Available records:
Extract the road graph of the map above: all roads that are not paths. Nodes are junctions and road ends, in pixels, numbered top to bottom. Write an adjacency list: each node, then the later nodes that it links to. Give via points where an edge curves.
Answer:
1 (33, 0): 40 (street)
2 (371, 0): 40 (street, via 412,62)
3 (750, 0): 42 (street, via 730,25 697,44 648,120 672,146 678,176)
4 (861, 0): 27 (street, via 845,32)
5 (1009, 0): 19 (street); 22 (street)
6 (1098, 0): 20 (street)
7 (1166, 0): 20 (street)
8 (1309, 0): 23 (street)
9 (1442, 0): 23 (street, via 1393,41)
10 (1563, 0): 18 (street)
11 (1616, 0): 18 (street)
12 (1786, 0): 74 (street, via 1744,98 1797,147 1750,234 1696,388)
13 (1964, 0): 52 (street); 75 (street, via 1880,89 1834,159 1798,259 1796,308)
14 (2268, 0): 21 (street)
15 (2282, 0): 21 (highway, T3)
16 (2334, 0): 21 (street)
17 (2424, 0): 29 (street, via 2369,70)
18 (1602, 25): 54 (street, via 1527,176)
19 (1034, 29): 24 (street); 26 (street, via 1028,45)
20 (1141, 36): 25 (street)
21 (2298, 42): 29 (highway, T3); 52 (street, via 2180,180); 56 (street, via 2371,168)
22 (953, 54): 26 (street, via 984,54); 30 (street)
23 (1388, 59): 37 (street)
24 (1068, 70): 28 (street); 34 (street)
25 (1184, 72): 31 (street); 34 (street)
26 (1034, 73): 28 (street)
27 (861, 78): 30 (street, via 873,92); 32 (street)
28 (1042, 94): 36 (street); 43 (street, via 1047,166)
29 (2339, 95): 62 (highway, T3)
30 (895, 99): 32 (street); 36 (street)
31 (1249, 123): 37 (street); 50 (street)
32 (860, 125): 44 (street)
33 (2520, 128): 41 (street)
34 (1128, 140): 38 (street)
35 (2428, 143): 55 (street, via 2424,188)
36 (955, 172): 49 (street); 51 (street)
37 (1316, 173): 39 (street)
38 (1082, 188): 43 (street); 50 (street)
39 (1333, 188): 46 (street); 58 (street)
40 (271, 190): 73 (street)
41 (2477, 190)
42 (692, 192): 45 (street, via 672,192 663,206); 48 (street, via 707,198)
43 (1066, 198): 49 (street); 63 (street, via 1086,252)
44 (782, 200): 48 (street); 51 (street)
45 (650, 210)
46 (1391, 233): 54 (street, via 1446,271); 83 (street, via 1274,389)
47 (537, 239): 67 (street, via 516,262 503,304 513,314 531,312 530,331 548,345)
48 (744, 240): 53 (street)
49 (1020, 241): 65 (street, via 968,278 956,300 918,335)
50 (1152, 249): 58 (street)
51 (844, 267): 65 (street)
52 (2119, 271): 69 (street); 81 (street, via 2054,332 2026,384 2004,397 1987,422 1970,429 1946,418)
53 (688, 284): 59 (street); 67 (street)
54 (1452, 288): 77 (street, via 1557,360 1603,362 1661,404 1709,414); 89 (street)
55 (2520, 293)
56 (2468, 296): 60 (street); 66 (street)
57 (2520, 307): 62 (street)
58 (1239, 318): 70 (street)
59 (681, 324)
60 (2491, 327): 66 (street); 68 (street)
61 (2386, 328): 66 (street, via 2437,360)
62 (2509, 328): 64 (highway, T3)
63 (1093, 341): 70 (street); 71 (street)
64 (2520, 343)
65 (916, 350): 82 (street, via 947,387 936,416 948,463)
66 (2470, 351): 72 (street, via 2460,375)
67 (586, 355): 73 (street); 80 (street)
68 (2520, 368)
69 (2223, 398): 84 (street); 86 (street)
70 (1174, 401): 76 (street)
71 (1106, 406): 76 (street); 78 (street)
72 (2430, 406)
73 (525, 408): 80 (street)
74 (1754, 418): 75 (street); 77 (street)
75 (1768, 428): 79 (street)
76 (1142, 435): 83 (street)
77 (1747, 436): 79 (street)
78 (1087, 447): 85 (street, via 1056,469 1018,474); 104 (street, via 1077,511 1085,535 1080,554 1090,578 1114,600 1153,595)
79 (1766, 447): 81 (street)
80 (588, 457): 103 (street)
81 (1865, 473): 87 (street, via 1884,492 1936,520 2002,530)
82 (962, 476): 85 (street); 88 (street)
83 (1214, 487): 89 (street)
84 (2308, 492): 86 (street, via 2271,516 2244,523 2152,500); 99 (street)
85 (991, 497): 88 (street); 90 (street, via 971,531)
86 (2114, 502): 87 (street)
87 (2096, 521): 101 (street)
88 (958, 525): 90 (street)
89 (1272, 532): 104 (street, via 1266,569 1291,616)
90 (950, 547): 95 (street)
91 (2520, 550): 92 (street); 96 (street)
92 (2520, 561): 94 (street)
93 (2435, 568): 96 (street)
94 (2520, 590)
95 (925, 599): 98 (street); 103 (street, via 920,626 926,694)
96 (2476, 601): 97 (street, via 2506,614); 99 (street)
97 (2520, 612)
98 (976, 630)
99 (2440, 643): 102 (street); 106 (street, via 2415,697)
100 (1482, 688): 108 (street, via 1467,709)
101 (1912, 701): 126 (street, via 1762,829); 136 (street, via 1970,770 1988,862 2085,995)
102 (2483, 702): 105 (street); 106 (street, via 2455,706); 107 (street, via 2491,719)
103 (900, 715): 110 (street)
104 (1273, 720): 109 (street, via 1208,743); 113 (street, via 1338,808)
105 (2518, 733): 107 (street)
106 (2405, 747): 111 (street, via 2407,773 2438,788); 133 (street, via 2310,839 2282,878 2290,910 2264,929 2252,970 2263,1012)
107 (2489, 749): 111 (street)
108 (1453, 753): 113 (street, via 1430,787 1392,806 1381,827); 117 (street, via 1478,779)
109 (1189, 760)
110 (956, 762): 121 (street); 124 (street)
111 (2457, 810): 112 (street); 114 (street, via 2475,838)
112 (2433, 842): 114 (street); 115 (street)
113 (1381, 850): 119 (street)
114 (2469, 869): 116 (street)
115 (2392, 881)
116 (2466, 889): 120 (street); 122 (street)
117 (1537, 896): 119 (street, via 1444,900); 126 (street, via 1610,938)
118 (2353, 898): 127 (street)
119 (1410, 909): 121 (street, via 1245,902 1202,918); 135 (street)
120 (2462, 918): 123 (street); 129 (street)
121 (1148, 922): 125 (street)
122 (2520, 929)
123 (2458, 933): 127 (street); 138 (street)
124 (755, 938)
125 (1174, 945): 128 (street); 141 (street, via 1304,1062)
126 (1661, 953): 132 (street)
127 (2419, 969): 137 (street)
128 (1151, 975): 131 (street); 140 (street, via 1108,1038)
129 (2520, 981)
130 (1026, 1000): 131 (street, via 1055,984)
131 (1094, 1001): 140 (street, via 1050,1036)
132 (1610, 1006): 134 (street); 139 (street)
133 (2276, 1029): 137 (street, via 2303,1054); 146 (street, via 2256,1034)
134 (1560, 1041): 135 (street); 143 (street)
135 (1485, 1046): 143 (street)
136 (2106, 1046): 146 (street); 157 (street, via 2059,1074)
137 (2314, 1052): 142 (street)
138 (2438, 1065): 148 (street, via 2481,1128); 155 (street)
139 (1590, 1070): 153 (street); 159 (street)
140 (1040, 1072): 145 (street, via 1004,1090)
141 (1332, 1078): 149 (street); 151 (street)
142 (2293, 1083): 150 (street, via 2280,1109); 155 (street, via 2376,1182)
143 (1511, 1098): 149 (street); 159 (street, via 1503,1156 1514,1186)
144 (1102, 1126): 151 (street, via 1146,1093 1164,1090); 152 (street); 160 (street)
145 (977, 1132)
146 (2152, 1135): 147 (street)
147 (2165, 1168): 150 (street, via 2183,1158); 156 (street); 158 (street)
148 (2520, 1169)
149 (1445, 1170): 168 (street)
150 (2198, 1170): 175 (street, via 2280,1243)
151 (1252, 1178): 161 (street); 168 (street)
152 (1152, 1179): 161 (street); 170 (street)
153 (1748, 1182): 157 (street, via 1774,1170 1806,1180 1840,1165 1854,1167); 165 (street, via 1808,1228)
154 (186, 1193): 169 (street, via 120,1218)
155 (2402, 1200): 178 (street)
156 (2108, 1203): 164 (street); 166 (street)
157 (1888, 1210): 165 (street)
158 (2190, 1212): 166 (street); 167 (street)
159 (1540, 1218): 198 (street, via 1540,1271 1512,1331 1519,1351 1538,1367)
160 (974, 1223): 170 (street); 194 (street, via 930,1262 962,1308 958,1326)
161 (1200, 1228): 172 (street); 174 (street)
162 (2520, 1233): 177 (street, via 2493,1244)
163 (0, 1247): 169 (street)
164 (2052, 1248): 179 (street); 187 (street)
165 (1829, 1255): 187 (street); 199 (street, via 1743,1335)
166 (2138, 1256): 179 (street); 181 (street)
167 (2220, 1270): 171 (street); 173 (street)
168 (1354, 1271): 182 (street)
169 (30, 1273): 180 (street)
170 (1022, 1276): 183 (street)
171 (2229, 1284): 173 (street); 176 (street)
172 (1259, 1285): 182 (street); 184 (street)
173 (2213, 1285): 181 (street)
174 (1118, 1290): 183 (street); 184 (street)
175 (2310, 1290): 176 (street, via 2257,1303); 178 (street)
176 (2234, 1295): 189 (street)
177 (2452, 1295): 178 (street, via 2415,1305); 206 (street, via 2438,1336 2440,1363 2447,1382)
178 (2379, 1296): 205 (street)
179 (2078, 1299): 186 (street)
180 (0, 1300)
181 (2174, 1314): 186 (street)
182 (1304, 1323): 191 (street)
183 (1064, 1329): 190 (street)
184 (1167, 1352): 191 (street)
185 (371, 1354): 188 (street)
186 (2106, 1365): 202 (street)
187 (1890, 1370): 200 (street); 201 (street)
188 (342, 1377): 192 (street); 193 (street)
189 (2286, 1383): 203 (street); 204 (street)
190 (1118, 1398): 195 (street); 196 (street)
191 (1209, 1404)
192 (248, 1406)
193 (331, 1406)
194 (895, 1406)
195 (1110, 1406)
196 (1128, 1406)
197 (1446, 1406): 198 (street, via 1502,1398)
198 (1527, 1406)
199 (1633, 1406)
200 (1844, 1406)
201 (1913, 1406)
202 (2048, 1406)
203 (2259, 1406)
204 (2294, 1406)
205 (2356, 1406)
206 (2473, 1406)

Your task:
In the material above, tally each line where "highway" appears, and respond with only the tally.

Output of the task:
4